Hans Clevers obtained his MD degree in 1984 and his PhD degree in 1985 from the University Utrecht, the Netherlands. His postdoctoral work (1986-1989) was done with Cox Terhorst at the Dana-Farber Cancer Institute of the Harvard University, Boston, USA. ..... READ MORE
From 1991-2002 Hans Clevers was Professor in Immunology at the University Utrecht and, since 2002, Professor in Molecular Genetics. From 2002-2012 he was director of the Hubrecht Institute in Utrecht. From 2012-2015 he was President of the Royal Netherlands Academy of Arts and Sciences (KNAW). From 2015 - June 2019 he was Director Research of the Princess Maxima Center for pediatric oncology. He continues to run his lab in the Hubrecht Institute.
Throughout his career, he has worked on the role of Wnt signalling in stem cells and cancer. His discoveries include TCF as the nuclear Wnt effector, the role of Wnt in adult stem cell biology and of Wnt pathway mutations in colon cancer, Lgr5 as a marker of multiple novel types of adult stem cells and as receptor for the Wnt-amplifying R-spondins, and –finally- a method to grow ever-expanding mini-organs (‘organoids’) from Lgr5 stem cells derived from a range of healthy or diseased human tissues. This has led to over 750 publications and >90,000 citations.
Hans Clevers is member of the Royal Netherlands Academy of Arts and Sciences (2000), of the American Academy of Arts and Sciences (2012) and the National Academy of Sciences of the USA (2014), the Academie des Sciences (2016) and the Orden pour le Merite der Wisschschaften und Kuenste (2017).

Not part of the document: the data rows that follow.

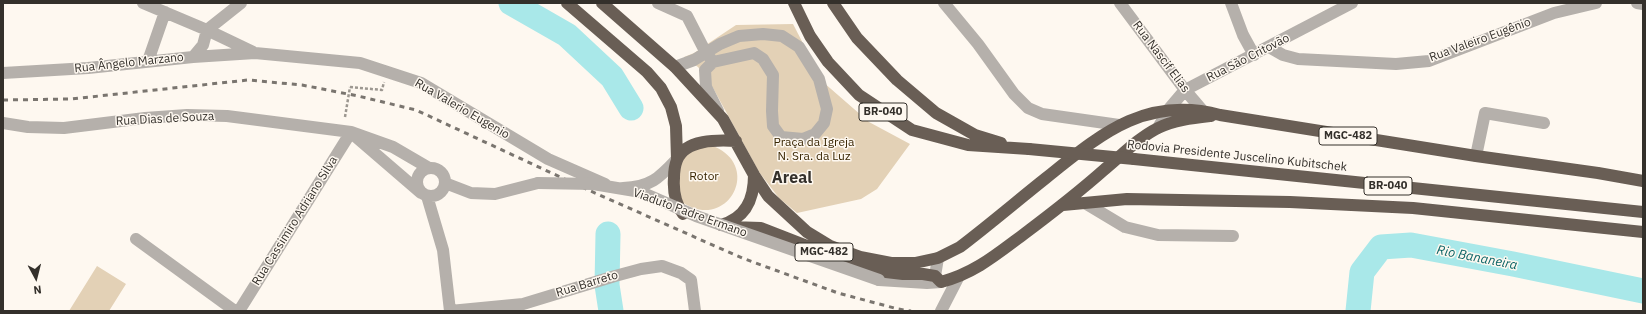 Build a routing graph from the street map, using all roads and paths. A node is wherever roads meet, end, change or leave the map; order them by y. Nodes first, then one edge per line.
1 (143, 3) edge
2 (241, 3) edge
3 (567, 3) edge
4 (602, 3) edge
5 (658, 3) edge
6 (794, 3) edge
7 (833, 3) edge
8 (944, 3) edge
9 (1120, 3) edge
10 (1231, 3) edge
11 (1352, 3) edge
12 (1596, 3) edge
13 (1636, 3) edge
14 (1643, 4) edge
15 (165, 12) junction
16 (207, 30) junction
17 (1269, 47) junction
18 (255, 53) junction
19 (1254, 55) junction
20 (193, 57) junction
21 (710, 57) junction
22 (148, 61) junction
23 (675, 67) junction
24 (3, 73) edge
25 (382, 90) dead end
26 (1185, 90) junction
27 (1168, 110) junction
28 (1202, 110) junction
29 (1220, 115) junction
30 (345, 116) dead end
31 (723, 119) junction
32 (3, 123) edge
33 (1544, 123) dead end
34 (1119, 125) junction
35 (1158, 128) junction
36 (351, 132) junction
37 (736, 141) junction
38 (1085, 147) junction
39 (1024, 149) junction
40 (1476, 156) junction
41 (677, 159) junction
42 (429, 168) junction
43 (1104, 170) junction
44 (754, 176) junction
45 (1643, 181) edge
46 (445, 183) junction
47 (612, 188) junction
48 (424, 194) junction
49 (1085, 203) junction
50 (1063, 205) junction
51 (1643, 212) edge
52 (682, 214) junction
53 (714, 227) junction
54 (1643, 232) edge
55 (1233, 236) dead end
56 (136, 239) dead end
57 (938, 258) junction
58 (958, 278) junction
59 (938, 279) junction
60 (235, 311) edge
61 (239, 311) edge
62 (450, 311) edge
63 (695, 311) edge
64 (941, 311) edge

1 - 15 street
2 - 16 street
3 - 41 highway
4 - 23 highway, MGC-482
5 - 21 street
6 - 39 highway, Rodovia Presidente Juscelino Kubitschek / BR-040
7 - 39 highway, Rodovia Presidente Juscelino Kubitschek / BR-040
8 - 34 street
9 - 26 street, Rua Nascif Elias
10 - 19 street
11 - 17 street, Rua São Critovão
12 - 17 street, Rua Valeiro Eugênio
13 - 14 street
15 - 16 street
15 - 22 street
16 - 18 street
16 - 20 street
17 - 19 street, Rua São Critovão
18 - 20 street, Rua Ângelo Marzano
18 - 47 street, Rua Valerio Eugenio
19 - 26 street, Rua São Critovão
20 - 22 street, Rua Ângelo Marzano
21 - 21 street
21 - 23 street
21 - 31 street
22 - 24 street, Rua Ângelo Marzano
23 - 31 highway, MGC-482
25 - 30 path, bridge
26 - 27 street, Rua São Critovão
26 - 28 street, Rua Nascif Elias
27 - 28 highway, MGC-482
27 - 34 highway, MGC-482
27 - 35 street, Rua São Critovão
28 - 29 highway, MGC-482
29 - 35 highway, MGC-482
29 - 40 highway, MGC-482
31 - 37 highway, MGC-482
32 - 36 street, Rua Dias de Souza
33 - 40 street
34 - 38 highway, MGC-482
35 - 43 highway, MGC-482
36 - 42 street, Rua Dias de Souza
36 - 48 street
36 - 61 street, Rua Cassimiro Adriano Silva
37 - 41 highway
37 - 44 highway, MGC-482
38 - 43 highway
38 - 57 highway, MGC-482
39 - 51 highway, Rodovia Presidente Juscelino Kubitschek / BR-040, bridge
40 - 45 highway
41 - 47 street, Rua Valerio Eugenio
41 - 52 highway
42 - 46 street
42 - 48 street
43 - 50 highway, MGC-482
44 - 53 highway
44 - 57 highway, MGC-482
46 - 48 street
46 - 59 street, Viaduto Padre Ermano, bridge
47 - 52 street, Rua Valerio Eugenio
48 - 62 street
49 - 50 highway
49 - 54 highway
49 - 55 street
50 - 58 highway, MGC-482
52 - 53 highway, MGC-482
53 - 59 highway, MGC-482
56 - 60 street
57 - 59 street
58 - 59 highway, MGC-482
58 - 64 street
62 - 63 street, Rua Barreto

He is the recipient of multiple awards, including the Dutch Spinoza Award in 2001, the Swiss Louis Jeantet Prize in 2004, the German Meyenburg Cancer Research Award in 2008, the German Ernst Jung-Preis für Medizin in 2011, the French Association pour la Recherche sur le Cancer (ARC) Léopold Griffuel Prize, the Heineken Prize (2012), the Breakthrough Prize in Life Sciences (2013), the 2015 ISSCR McEwen Award for Innovation and the Academy Professor Prize (2015), and the Körber European Science Prize (2016).
He is Chevalier de la Legion d’Honneur since 2005, Knight in the Order of the Netherlands Lion since 2012 and German prize.
Abstract
Stem cells are the foundation of all mammalian life. Stem cells build and maintain our bodies throughout life. Two types of stem cells are discerned.

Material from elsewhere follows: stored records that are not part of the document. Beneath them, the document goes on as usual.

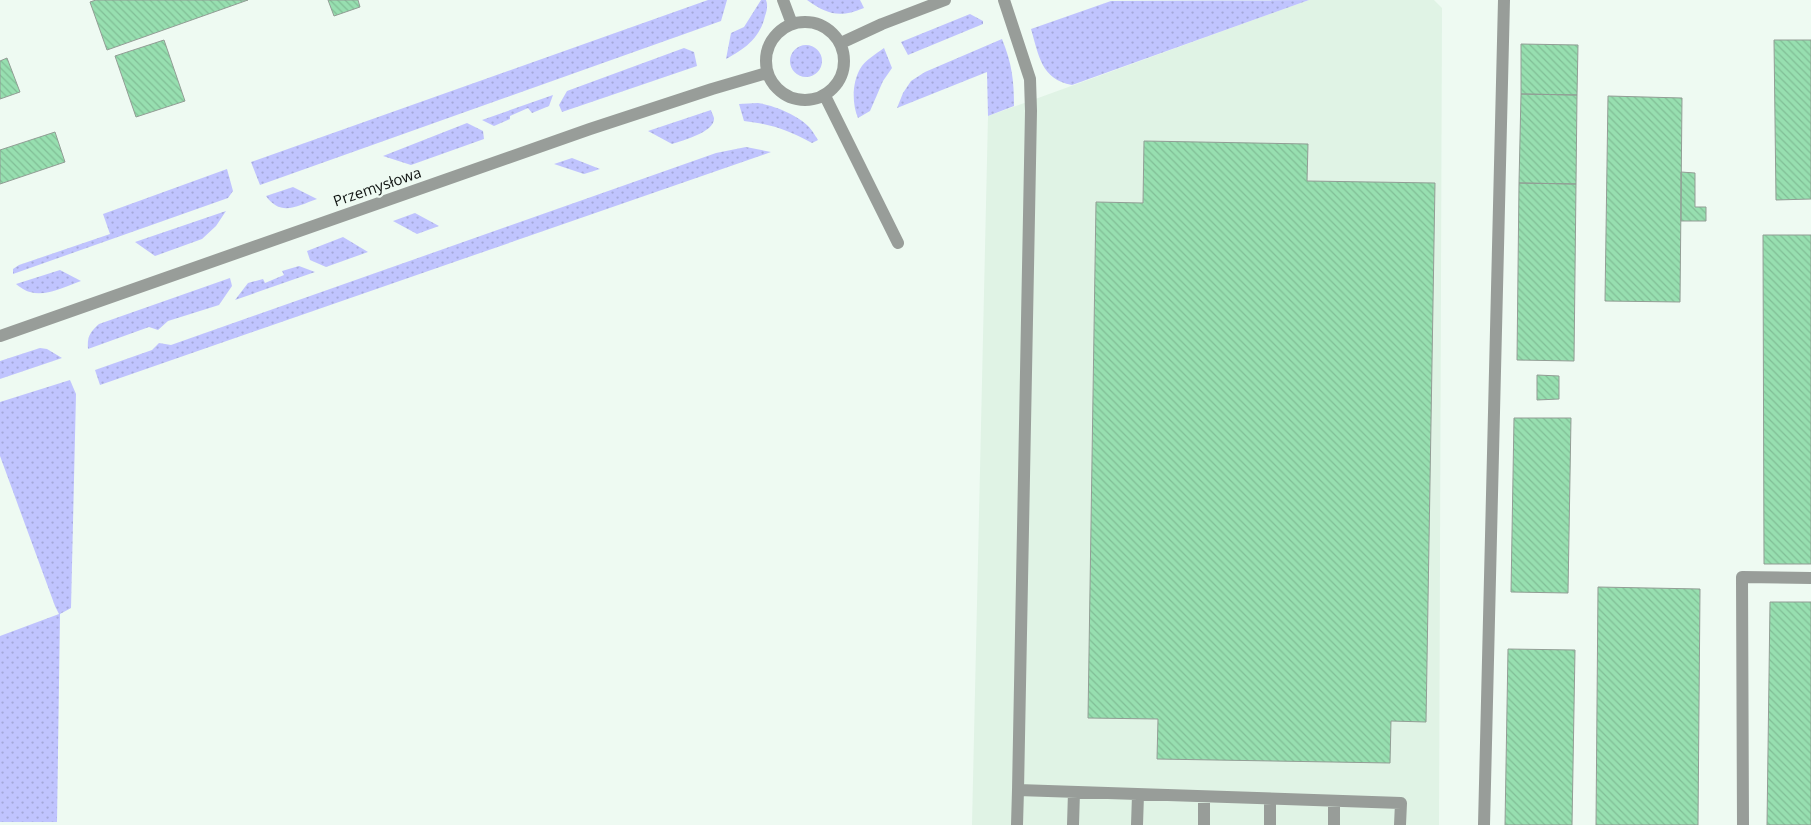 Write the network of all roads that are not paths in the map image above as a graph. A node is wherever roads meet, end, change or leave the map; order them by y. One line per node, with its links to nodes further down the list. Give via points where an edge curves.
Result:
1 (783, 0): 5 (street)
2 (945, 0): 6 (street)
3 (1004, 0): 12 (street, via 1030,79 1031,111)
4 (1504, 0): 25 (street)
5 (792, 24): 6 (street, via 820,24); 7 (street, via 779,31 770,43)
6 (841, 43): 8 (street, via 845,57 844,72 837,86)
7 (767, 73): 8 (street, via 784,95 812,101); 10 (street, Przemysłowa, via 590,129)
8 (825, 96): 9 (street)
9 (898, 243)
10 (0, 336)
11 (1811, 578): 26 (street, via 1742,577)
12 (1018, 790): 13 (street); 18 (street)
13 (1074, 792): 14 (street); 19 (street)
14 (1138, 795): 15 (street); 20 (street)
15 (1204, 797): 16 (street); 21 (street)
16 (1270, 799): 17 (street); 22 (street)
17 (1334, 801): 23 (street); 24 (street, via 1401,803)
18 (1017, 825)
19 (1073, 825)
20 (1137, 825)
21 (1204, 825)
22 (1270, 825)
23 (1334, 825)
24 (1400, 825)
25 (1484, 825)
26 (1743, 825)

1) Embryonic stem cells (ES cells) are briefly present in the early human or mouse embryo, a few days after fertilization. These ES cells can be grown indefinitely in the lab and have the potential to build each and every tissue in our body. Because of this ‘pluripotency’, ES cells hold great promise for therapeutic application in the field of regenerative medicine. It is also possible to take skin cells (or other cells) from adults and convert these in the lab into cells with ES properties, so called iPS cells. Many of the hurdles that ES cell technology have faced, do not exist for iPS cells.
2) Adult stem cells. Every organ in our body is believed to harbor its own dedicated stem cells. These adult stem cells replace tissue that is lost due to wear and tear, trauma and disease. Adult stem cells are highly specialized and can only produce the tissue in which they reside; they are ‘multipotent’. Examples are bone marrow stem cells that make all blood cells, skin stem cells and gut stem cells. Even the brain is now known to harbor its specialized stem cells. The adult stem cells allow us to live 80-90 years, but this comes at a cost: they are the cells that most easily transform into cancer cells.
Both types of stem cells can be used to establish ‘organoids’, 3D structures established in a dish, that recapitulate many aspects of the organ they represent. Pluripotent stem cells can be taken through the developmental steps that establish organs during embryogenesis. This has worked particularly well for parts of the the central nervous system, the kidney and GI organs. We have shown that adult epithelial stem cells carrying the generic Lgr5 marker can be cultured under tissue-repair conditions and generate epithelial organoids directly from healthy and diseased organs such as the gut, the liver, the lung and the pancreas. Organoid technology opens a range of avenues for the study of development, physiology and disease, for drug development and for personalized medicine. In the long run, cultured mini-organs may replace transplant organs from donors and hold promise in gene therapy.